Task statement - Lines to return, exactly: from the line with "display:flex; align-items:center; gap:8px;" to the line with "M642 581 638 630 567 635V583Z" in the entries below, both included.

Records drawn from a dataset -
################

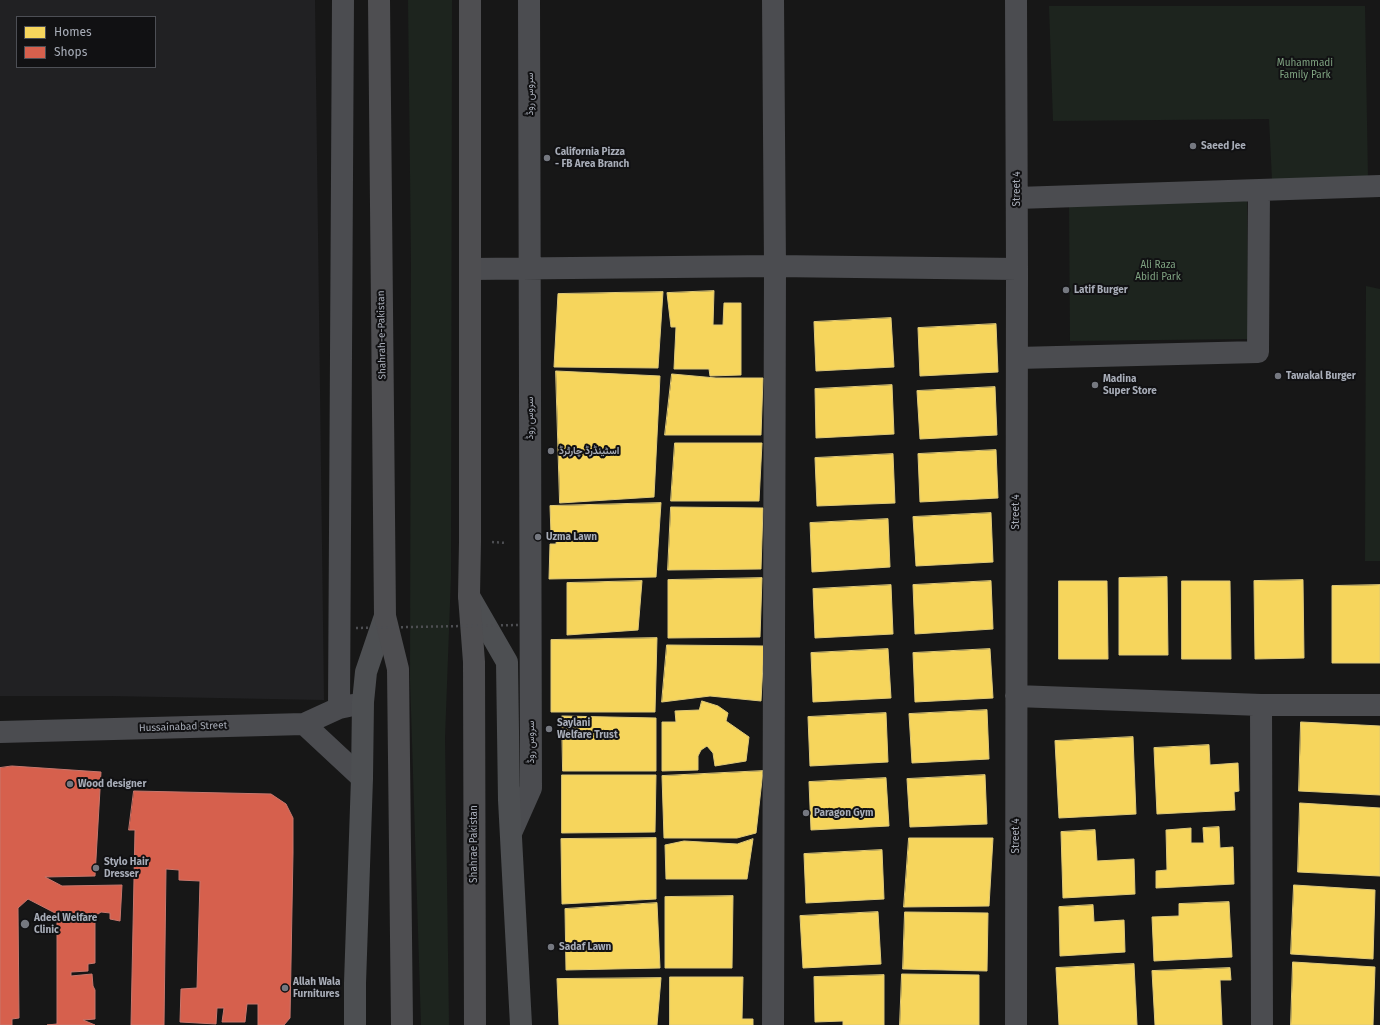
<!DOCTYPE html>
<html>
<head>
<meta charset="utf-8">
<style>
	body { margin:0 }
	#map { position:relative; width:1380px; height:1025px; overflow:hidden; background:#171717; font-family:"Fira Sans",sans-serif }
	canvas { display:block }
	.legend { position:absolute; left:16px; top:16px; width:140px; height:52px; box-sizing:border-box; background:#111113; border:1px solid #4d4f55; margin:0; padding:5px 7px; list-style:none; font-size:12px; color:#a8adb8 }
	.legend li { display:flex; align-items:center; gap:8px; height:20px }
	.legend b { width:20px; border:1px solid #4d4f55 }
</style>
</head>
<body>
<div id="map">
<canvas width="1380" height="1025"></canvas>
<ul class="legend">
<li><b style="height:11px;background:#f6d55c"></b>Homes</li>
<li><b style="height:11px;background:#d6604d"></b>Shops</li>
</ul>
</div>
<script>
const c = document.querySelector('canvas').getContext('2d');
c.lineJoin = 'round';
function paint(path, color) {
  c.fillStyle = color;
  c.fill(path, 'evenodd');
}
function trace(path, color, width, dash) {
  c.strokeStyle = color;
  c.lineWidth = width;
  c.lineCap = dash ? 'butt' : 'round';
  c.setLineDash(dash || []);
  c.stroke(path);
}
function label(font, color, halo, rows, align = 'center') {
  c.font = font + ' "Fira Sans",Vazirmatn,sans-serif';
  c.lineWidth = 4;
  c.setLineDash([]);
  c.textBaseline = 'middle';
  c.strokeStyle = halo;
  c.fillStyle = color;
  for (const [text, x, y, turn = 0] of rows) {
    c.save();
    c.translate(x, y);
    c.rotate((+turn || 0) * Math.PI / 180);
    c.textAlign = isNaN(turn) ? turn : align;
    if (halo) c.strokeText(text, 0, 0);
    c.fillText(text, 0, 0);
    c.restore();
  }
}
const built = new Path2D(`
	M0 0H315L324 700 110 696H0ZM17 17H155V67H17Z`);
const green = new Path2D(`
	M408 0H452L451 576 445 738 449 1025H421L410 679 411 260Z
	M1049 6H1365L1368 179 1272 180 1269 119 1053 121Z
	M1247 201 1248 339 1070 341 1069 204Z
	M1366 286 1380 289V561H1365Z`);
const homes = new Path2D(`
	M714 291 713 325H723L724 303H741V375L710 376 709 369H674L676 327H671L667 293Z
	M663 292 658 368 554 367 558 294Z
	M891 318 894 367 816 371 814 322Z
	M996 324 998 372 920 376 918 328Z
	M556 371 660 376 654 497 560 503Z
	M672 374 716 378H763L761 435H665Z
	M892 385 894 434 816 438 815 389Z
	M995 387 997 435 920 439 917 391Z
	M675 443H762L759 501H671Z
	M996 450 998 498 920 502 918 454Z
	M893 454 895 503 817 506 815 458Z
	M661 503 656 577 549 579 550 544H556L557 534H551L550 506Z
	M671 507 763 508 761 569 668 570Z
	M991 513 993 562 916 566 913 517Z
	M888 519 890 567 812 572 810 523Z
	M1167 577 1168 655H1119V578Z
	M762 578 760 637 668 638V580Z
	M1303 580 1304 658 1255 659 1254 581Z
	M642 581 638 630 567 635V583Z
	M991 581 993 629 915 634 913 585Z
	M1059 581H1107L1108 659H1059Z
	M1182 581H1230L1231 659H1182Z
	M891 585 893 634 815 638 813 589Z
	M1380 585V663H1332V586Z
	M657 638 655 712H551V640Z
	M667 645 764 646 761 701 710 696 662 702Z
	M888 649 891 698 813 702 811 653Z
	M990 649 993 698 915 702 913 653Z
	M702 701 718 706 728 713 726 721 749 737 746 761 715 766 713 753 707 746 701 750 698 756V770L662 771V722H676L675 711 699 710Z
	M987 710 989 759 912 763 909 714Z
	M886 713 888 762 810 766 808 717Z
	M562 716 656 718V771H563Z
	M1301 722 1380 726V795L1299 791Z
	M1133 737 1136 814 1059 818 1055 741Z
	M1209 745 1210 765 1238 763 1239 791 1234 792 1235 810 1157 814 1154 748Z
	M763 771 756 833 737 838H664L662 776Z
	M562 775H656L655 832 562 833Z
	M985 775 987 824 910 827 907 779Z
	M886 778 889 826 811 830 809 782Z
	M1300 803 1380 808V876L1298 872Z
	M1219 827 1220 848 1233 847 1234 884 1156 888V871L1167 870 1166 830 1191 828V843H1204L1203 828Z
	M1095 830 1097 861 1134 859 1135 894 1063 898 1061 832Z
	M656 838V899L562 904 561 839Z
	M909 838H993L989 906 904 907Z
	M753 839 747 879H666L665 845 684 841 737 844Z
	M882 850 884 899 806 903 804 854Z
	M1294 885 1375 890 1373 959 1291 954Z
	M733 896 732 968H665V897Z
	M1229 902 1232 957 1154 961 1152 917 1179 916V904Z
	M657 903 660 968 566 970 565 909Z
	M1093 905 1094 922 1124 920 1125 952 1060 956 1059 907Z
	M878 912 881 964 803 968 800 916Z
	M905 912 988 913 987 971 903 969Z
	M1293 962 1375 967 1373 1025H1291Z
	M1134 964 1137 1025H1059L1056 968Z
	M1230 968 1231 980H1220L1222 1025H1155L1152 971Z
	M902 974 979 975V1025H900Z
	M884 975V1025H843V1021L815 1022 814 977Z
	M670 977H743L742 1019H753V1025H670Z
	M661 978 657 1025H559L557 979Z`);
const shops = new Path2D(`
	M12 766 101 772 95 876 45 877 62 886 122 885 120 921 110 919V913L101 912 95 916V963L88 964V971L71 972V976L92 974 93 986 95 990V1019L83 1020 95 1025H47L57 1024V914L28 899 18 908 19 1018 12 1019V1025H0V768Z
	M134 791 271 794 286 804 293 818V853L290 1018 284 1025H258V1004H247L245 1022H222L224 1008H217L216 1024 180 1022 181 989 197 988 200 881 179 880V870L166 869 164 1025H131L135 830H129Z`);
const path = new Path2D(`
	M492 542 507 543`);
const minor = new Path2D(`
	M773 0 775 266 773 1025
	M1016 0 1017 269 1016 1025
	M1017 198 1380 186
	M470 269 775 266 1017 269
	M1017 358 1258 352 1259 190
	M1016 696 1261 705H1380
	M1261 705 1262 1025
	M339 708 343 0
	M304 724 362 778
	M0 732 304 724 339 708 353 705
	M511 833 531 788 529 0`);
const major = new Path2D(`
	M469 596 507 662 509 800 521 1025
	M355 1025V983L362 778 363 702 366 672 385 616`);
const highway = new Path2D(`
	M379 0 385 616 398 669 402 1025
	M470 0V542L469 596 474 662 475 1025`);
const pathBridge = new Path2D(`
	M356 628 519 625`);
const markers = [
	[1193,146,4,"#757880"],
	[547,158,4,"#757880"],
	[1066,290,4,"#757880"],
	[1278,376,4,"#757880"],
	[1095,385,4,"#757880"],
	[551,451,4,"#757880"],
	[538,537,4,"#757880"],
	[549,729,4,"#757880"],
	[70,784,4,"#757880"],
	[806,813,4,"#757880"],
	[96,868,4,"#757880"],
	[25,924,5,"#757880"],
	[551,947,4,"#757880"],
	[285,988,4,"#757880"]
];
const parkNames = [
	["Muhammadi",1305,63],
	["Family Park",1305,75],
	["Ali Raza",1158,265],
	["Abidi Park",1158,277]
];
const streetNames = [
	["سروس روڈ",530,94,-90],
	["Street 4",1017,189,-90],
	["Shahrah-e-Pakistan",382,335,-91],
	["سروس روڈ",530,418,-90],
	["Street 4",1016,512,-90],
	["Hussainabad Street",183,727,-2],
	["سروس روڈ",531,742,-90],
	["Street 4",1016,836,-90],
	["Shahrae Pakistan",474,844,-90]
];
const poiNames = [
	["Saeed Jee",1201,146],
	["California Pizza",555,152],
	["- FB Area Branch",555,164],
	["Latif Burger",1074,290],
	["Tawakal Burger",1286,376],
	["Madina",1103,379],
	["Super Store",1103,391],
	["اسٹینڈرڈ چارٹرڈ",559,451],
	["Uzma Lawn",546,537],
	["Saylani",557,723],
	["Welfare Trust",557,735],
	["Wood designer",78,784],
	["Paragon Gym",814,813],
	["Stylo Hair",104,862],
	["Dresser",104,874],
	["Adeel Welfare",34,918],
	["Clinic",34,930],
	["Sadaf Lawn",559,947],
	["Allah Wala",293,982],
	["Furnitures",293,994]
];
paint(built, '#212123');
paint(green, '#1d241e');
paint(homes, '#f6d55c');
trace(homes, '#dfc978', 1);
paint(shops, '#d6604d');
trace(shops, '#c8776d', 1);
trace(path, '#4d4e52', 2.5, [2, 3]);
trace(minor, '#4b4c50', 22);
trace(major, '#4d4f52', 22);
trace(highway, '#4e4e51', 22);
trace(pathBridge, '#4d4e52', 2.5, [2, 3]);
for (const [x, y, r, color] of markers) {
  const dot = new Path2D();
  dot.arc(x, y, r, 0, 2 * Math.PI);
  c.fillStyle = color;
  c.fill(dot);
  trace(dot, '#111113', 1.5);
}
label('10px', '#7fa381', '#111113', parkNames);
label('10px', '#a8adb8', '#111113', streetNames);
label('bold 10px', '#a8adb8', '#111113', poiNames, 'left');
</script>
</body>
</html>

################

Output for this task -
	.legend li { display:flex; align-items:center; gap:8px; height:20px }
	.legend b { width:20px; border:1px solid #4d4f55 }
</style>
</head>
<body>
<div id="map">
<canvas width="1380" height="1025"></canvas>
<ul class="legend">
<li><b style="height:11px;background:#f6d55c"></b>Homes</li>
<li><b style="height:11px;background:#d6604d"></b>Shops</li>
</ul>
</div>
<script>
const c = document.querySelector('canvas').getContext('2d');
c.lineJoin = 'round';
function paint(path, color) {
  c.fillStyle = color;
  c.fill(path, 'evenodd');
}
function trace(path, color, width, dash) {
  c.strokeStyle = color;
  c.lineWidth = width;
  c.lineCap = dash ? 'butt' : 'round';
  c.setLineDash(dash || []);
  c.stroke(path);
}
function label(font, color, halo, rows, align = 'center') {
  c.font = font + ' "Fira Sans",Vazirmatn,sans-serif';
  c.lineWidth = 4;
  c.setLineDash([]);
  c.textBaseline = 'middle';
  c.strokeStyle = halo;
  c.fillStyle = color;
  for (const [text, x, y, turn = 0] of rows) {
    c.save();
    c.translate(x, y);
    c.rotate((+turn || 0) * Math.PI / 180);
    c.textAlign = isNaN(turn) ? turn : align;
    if (halo) c.strokeText(text, 0, 0);
    c.fillText(text, 0, 0);
    c.restore();
  }
}
const built = new Path2D(`
	M0 0H315L324 700 110 696H0ZM17 17H155V67H17Z`);
const green = new Path2D(`
	M408 0H452L451 576 445 738 449 1025H421L410 679 411 260Z
	M1049 6H1365L1368 179 1272 180 1269 119 1053 121Z
	M1247 201 1248 339 1070 341 1069 204Z
	M1366 286 1380 289V561H1365Z`);
const homes = new Path2D(`
	M714 291 713 325H723L724 303H741V375L710 376 709 369H674L676 327H671L667 293Z
	M663 292 658 368 554 367 558 294Z
	M891 318 894 367 816 371 814 322Z
	M996 324 998 372 920 376 918 328Z
	M556 371 660 376 654 497 560 503Z
	M672 374 716 378H763L761 435H665Z
	M892 385 894 434 816 438 815 389Z
	M995 387 997 435 920 439 917 391Z
	M675 443H762L759 501H671Z
	M996 450 998 498 920 502 918 454Z
	M893 454 895 503 817 506 815 458Z
	M661 503 656 577 549 579 550 544H556L557 534H551L550 506Z
	M671 507 763 508 761 569 668 570Z
	M991 513 993 562 916 566 913 517Z
	M888 519 890 567 812 572 810 523Z
	M1167 577 1168 655H1119V578Z
	M762 578 760 637 668 638V580Z
	M1303 580 1304 658 1255 659 1254 581Z
	M642 581 638 630 567 635V583Z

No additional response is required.